The fascinating world of Geodesy

Been busy becoming a real cartographer these last few days… Much less straightforward than I would have thought (duh) but also quite interesting.

I would seriously advise the casual reader to stop reading right here and skip this entry altogether, if you are scientifically-challenged or otherwise adverse to weak attempts at explaining the wonders of the world we live in through mathematics and geometry.

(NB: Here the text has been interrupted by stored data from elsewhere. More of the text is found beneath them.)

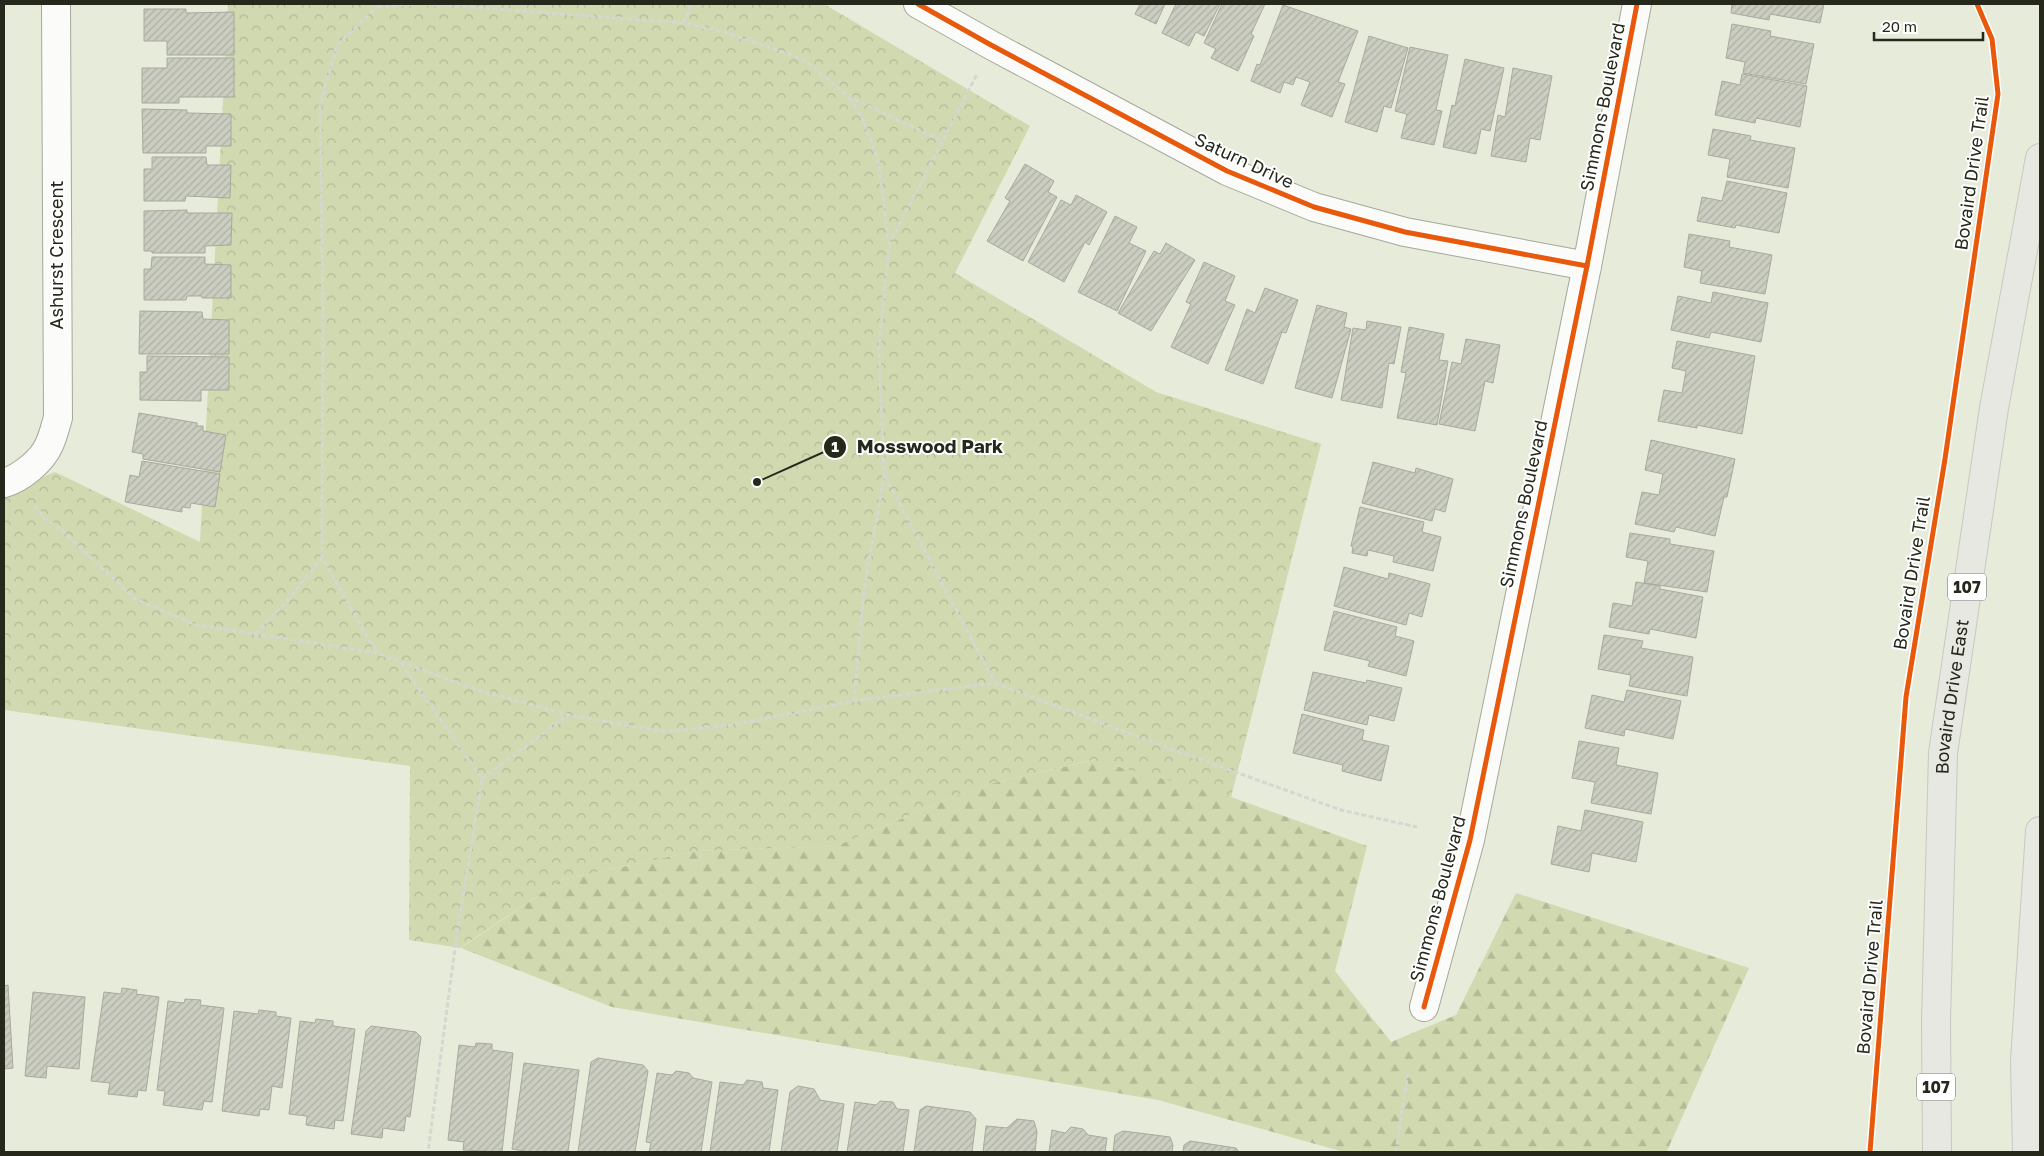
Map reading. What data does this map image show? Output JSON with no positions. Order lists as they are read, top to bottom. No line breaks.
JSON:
{"streets":{"main road":["107","Bovaird Drive East"],"street":["Simmons Boulevard","Saturn Drive","Ashurst Crescent"],"cycle path":["Bovaird Drive Trail"]},"crossings":[["Simmons Boulevard","Saturn Drive"]],"places":["Mosswood Park"],"scale_bar":"20 m"}
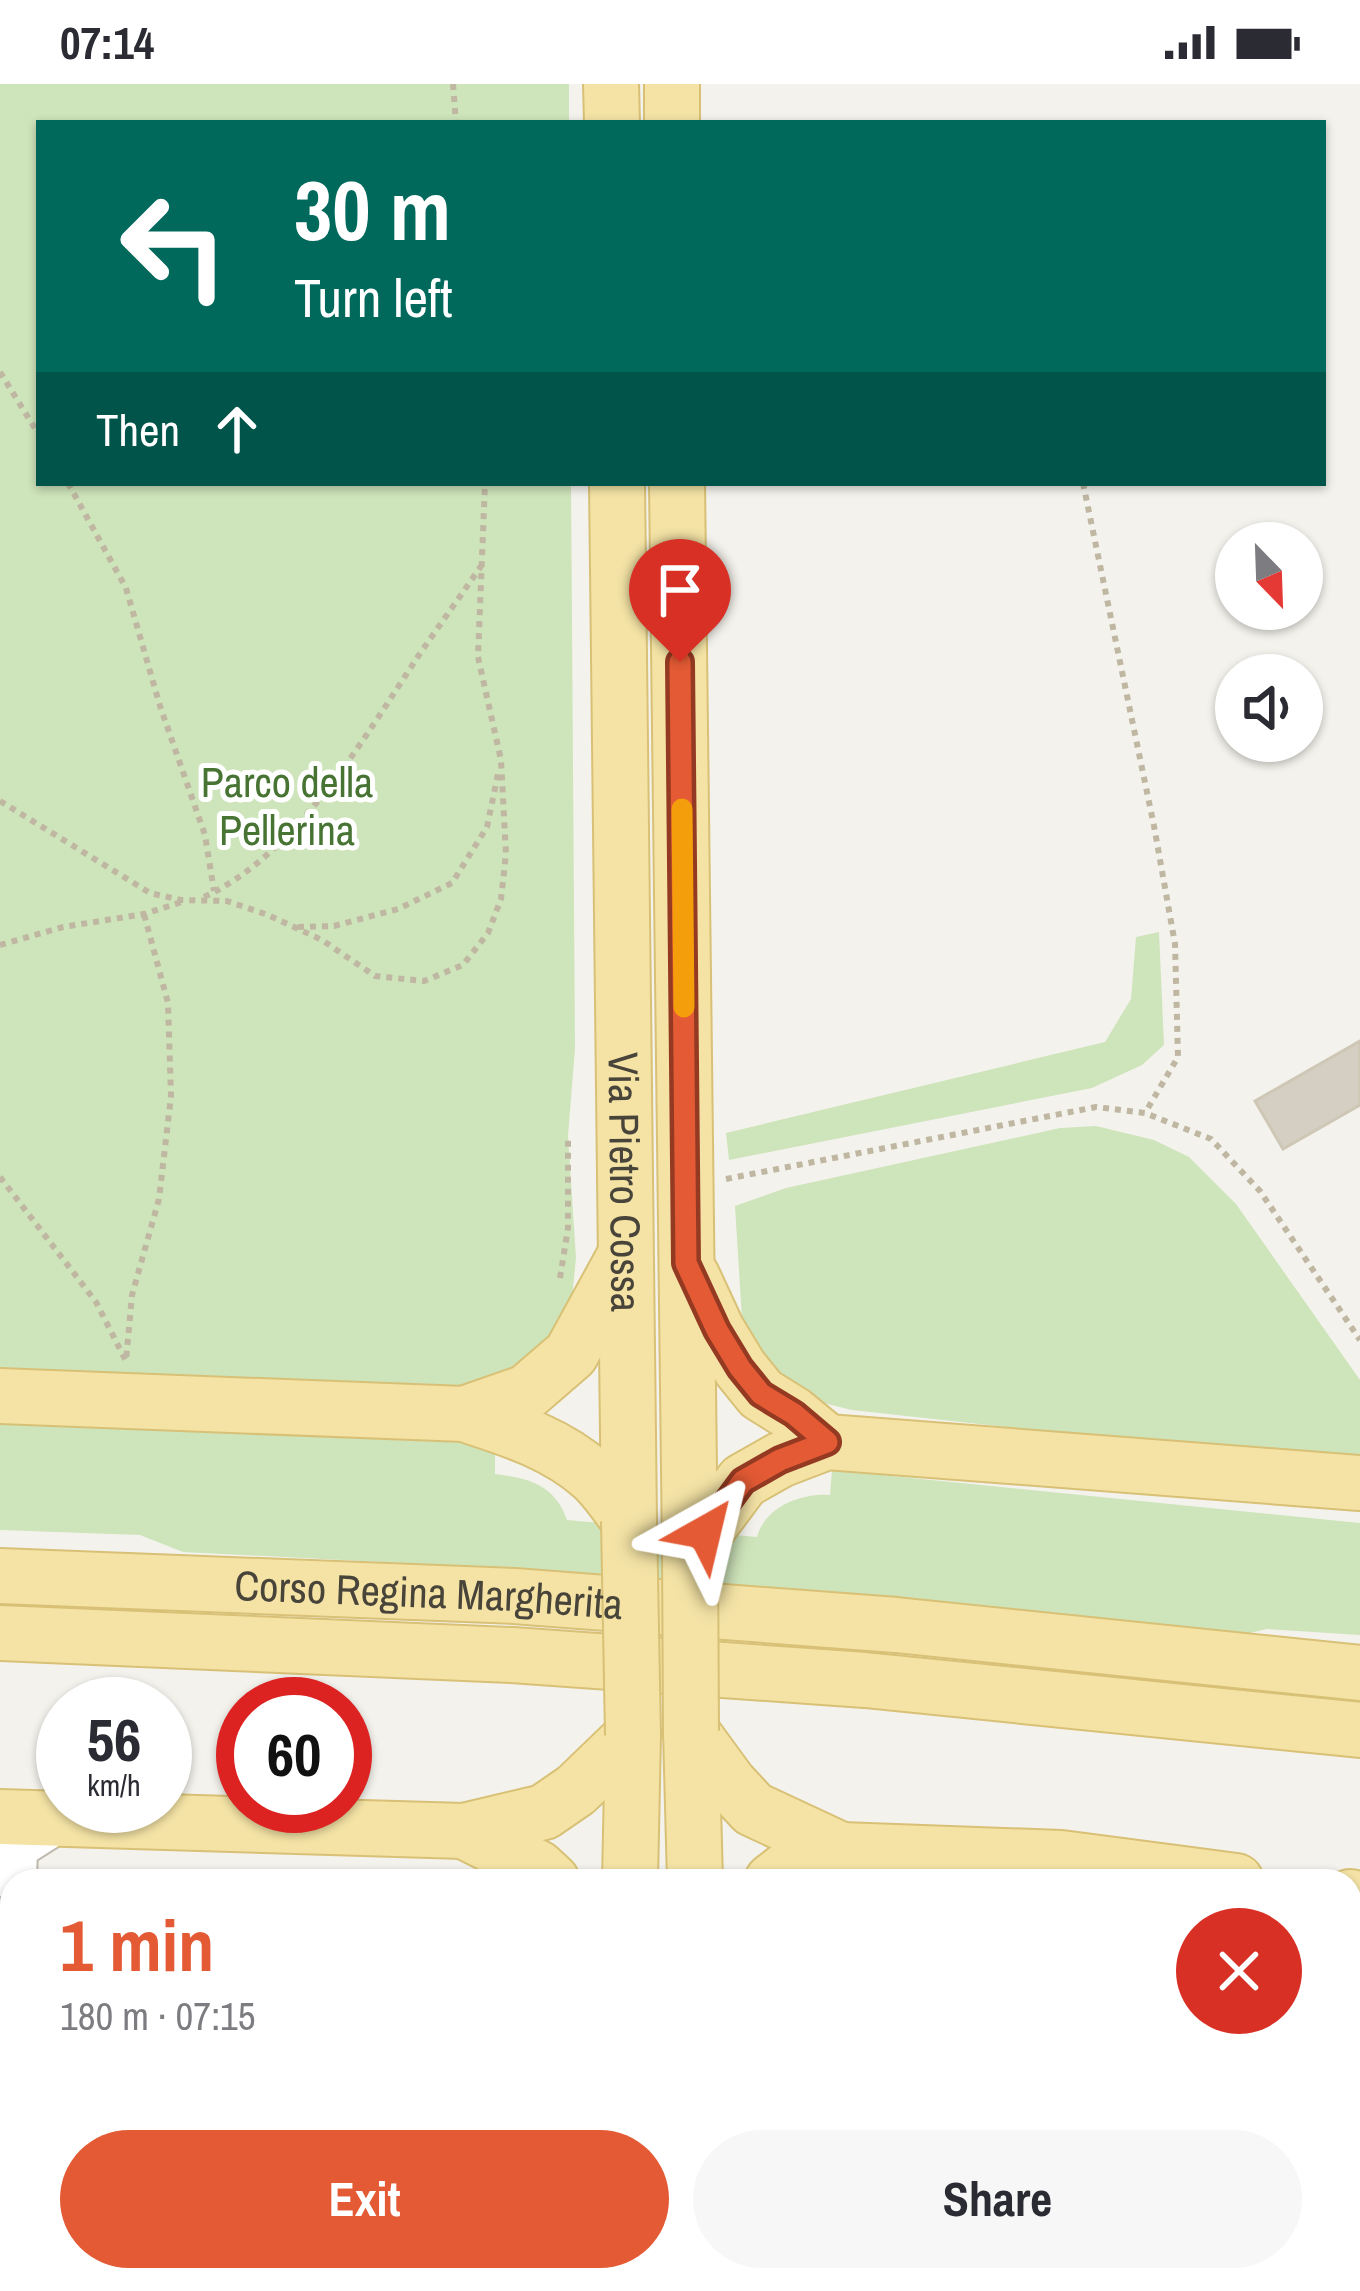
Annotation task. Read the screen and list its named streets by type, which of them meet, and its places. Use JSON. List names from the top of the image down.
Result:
{
  "streets": {
    "main road": ["Via Pietro Cossa", "Corso Regina Margherita"]
  },
  "parks": ["Parco della Pellerina"],
  "north": "bottom right",
  "page": {
    "status": "07:14",
    "turn": ["30 m", "Turn left"],
    "then": "Then",
    "speed": "56 km/h",
    "limit": "60",
    "heading": ["1 min", "180 m · 07:15"],
    "buttons": ["Exit", "Share"]
  }
}
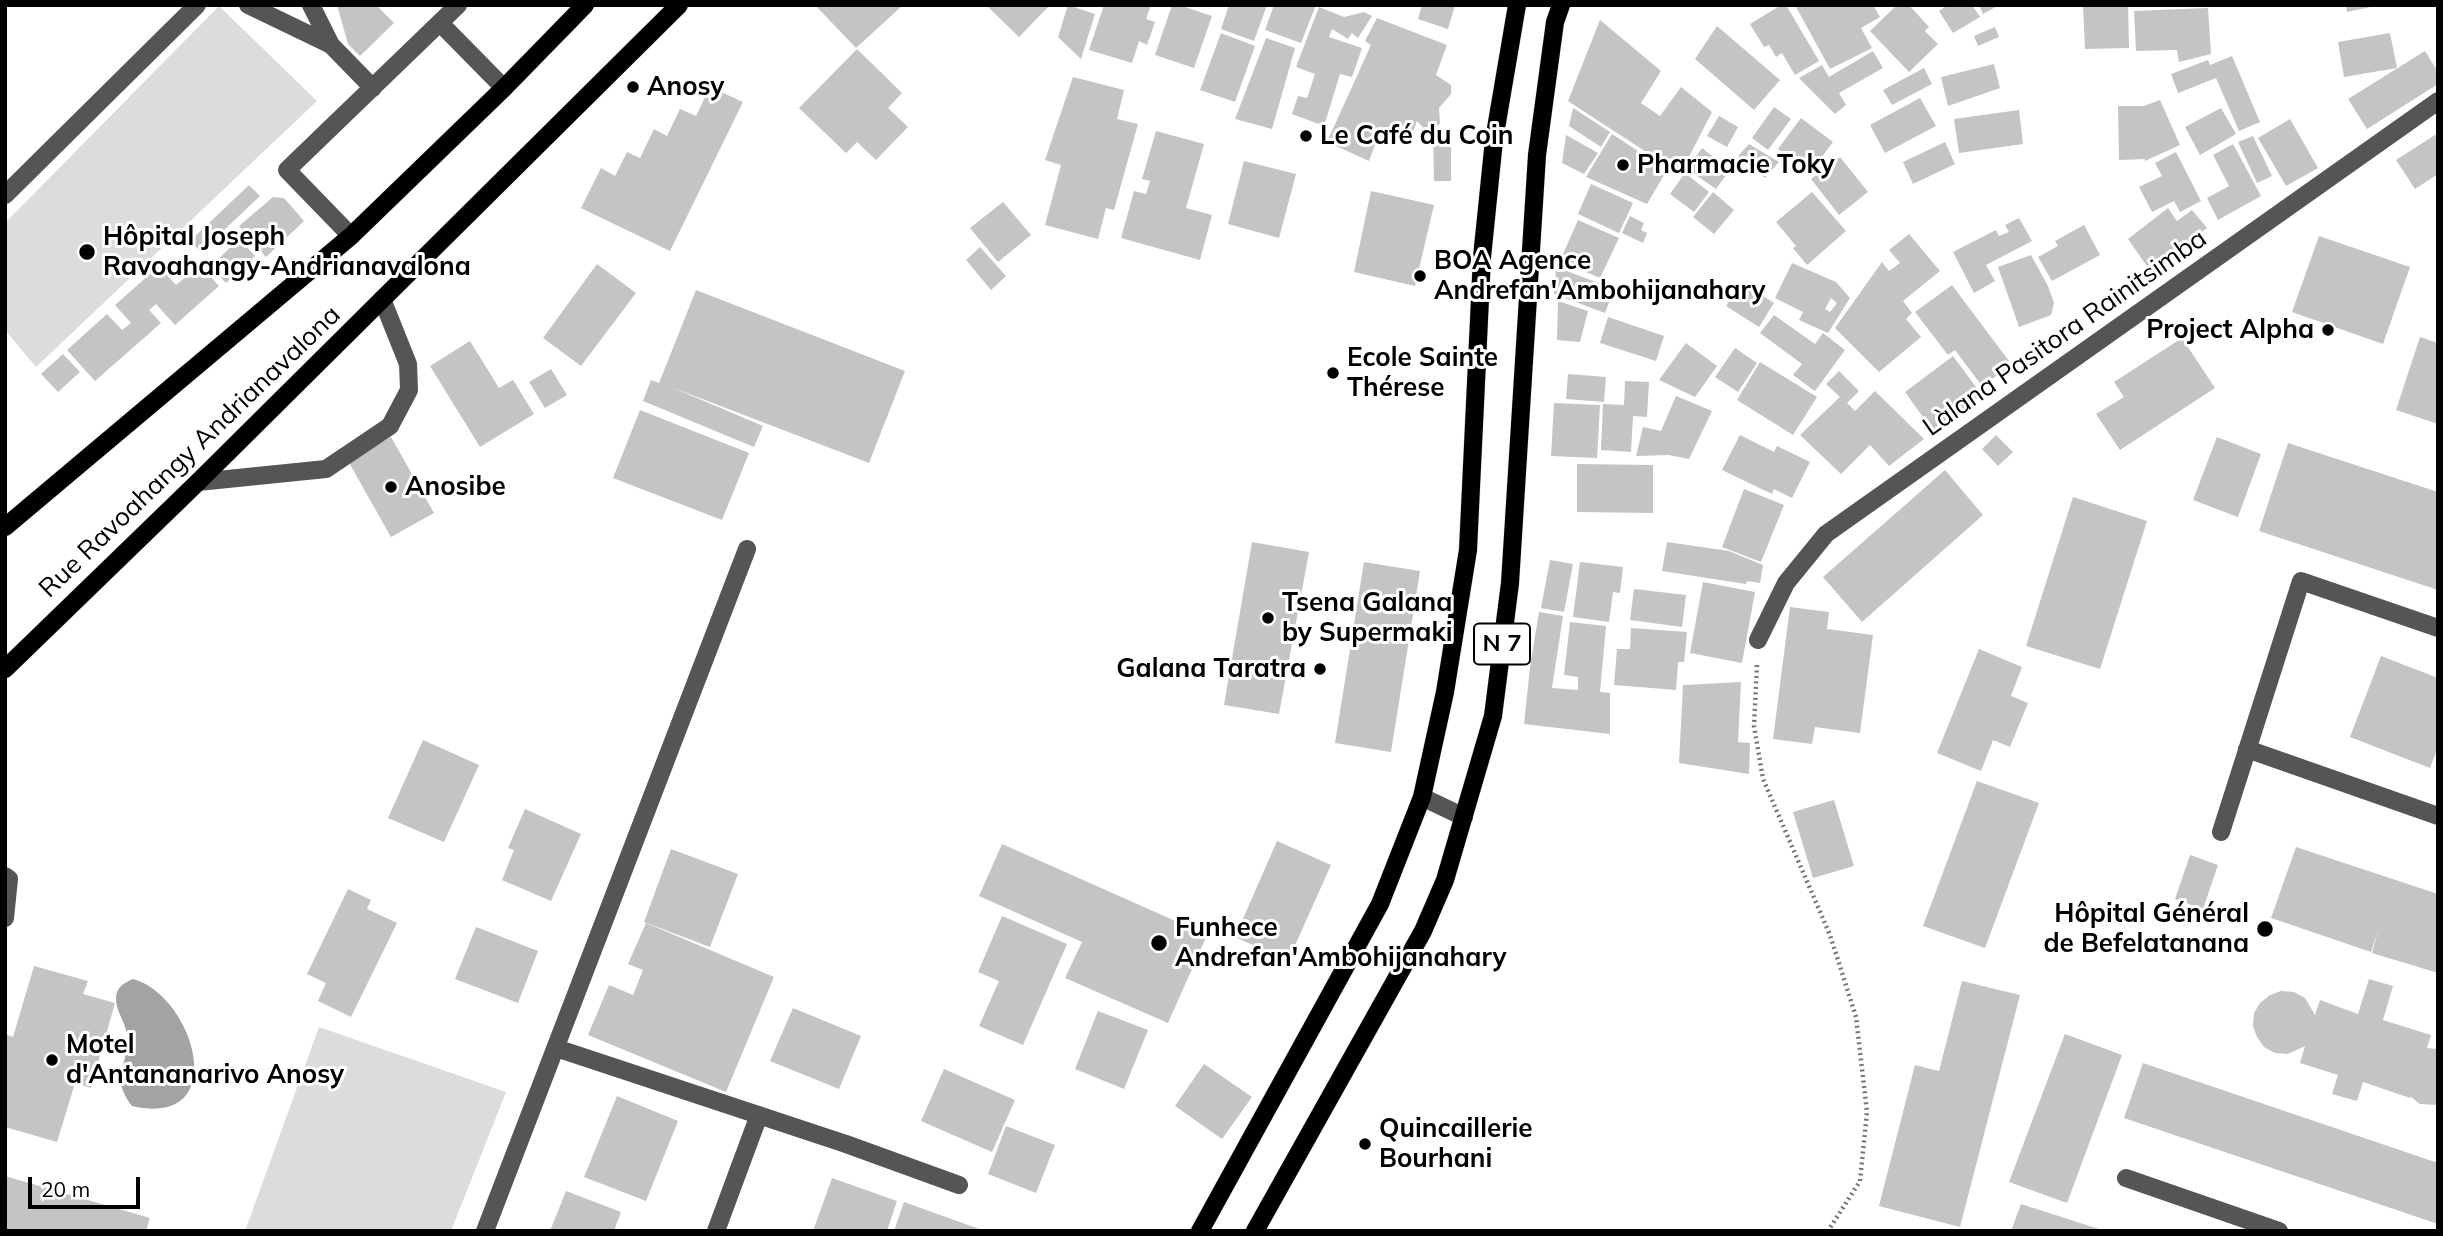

The idea is to implement a few DB components (within a much bigger system I am working on) that will generate nifty little maps complete with geopolitical data and layers containing additional sets of relevant data. All this for environmental audit (risk assessment) purposes.
Example: you want the details of a project involving the site of some kindergarten school precisely located at: Yokohama-shi, Kanagawa-ken, 4-14-2. You will first go and fetch geographical coordinates (e.g. lat/lon) matching this street address (using a geocoder component), then will extract a map of appropriate scale/size/boundaries from our map files, and finally will edit the map by placing waypoints for any other relevant data (the nuclear plant 2 miles north, the prison facilities across the street, the military training field 300 meters south etc etc).

Seems easy, doesn’t it?

Well, it’s not.

God, who would have thought that placing a point of a certain latitude/longitude on a map would be so hard…
Actually, who would have thought lat/lon measurements depend entirely on who you are talking to and where they stand in the chaotic world of geodetic standards…
My poor innocent little self was under the foolish impression that, once you get the appropriate geocoder that will spit out the lat/lon for any of your entries, you just apply a bit of high-school geometry to convert that into usable Cartesian coordinates that lets you place some “you are here” marker on your map and everything is fine… Well, it turns out that not two measurement are compatible together, in the wild world of cartography.
First, whatever lat/lon you got, it’s meaningless as long as you do not know in what datum (see below) it is measured. Same goes for the map, which is only valid for measurement made in the same datum, and, of course, same for conversions between lat/lon measurement and any usable Cartesian coordinates (what you’ll use on a flat map). The latter requiring the use of pretty ugly mathematical formulae that sent me back to the worst days of my topological math studies.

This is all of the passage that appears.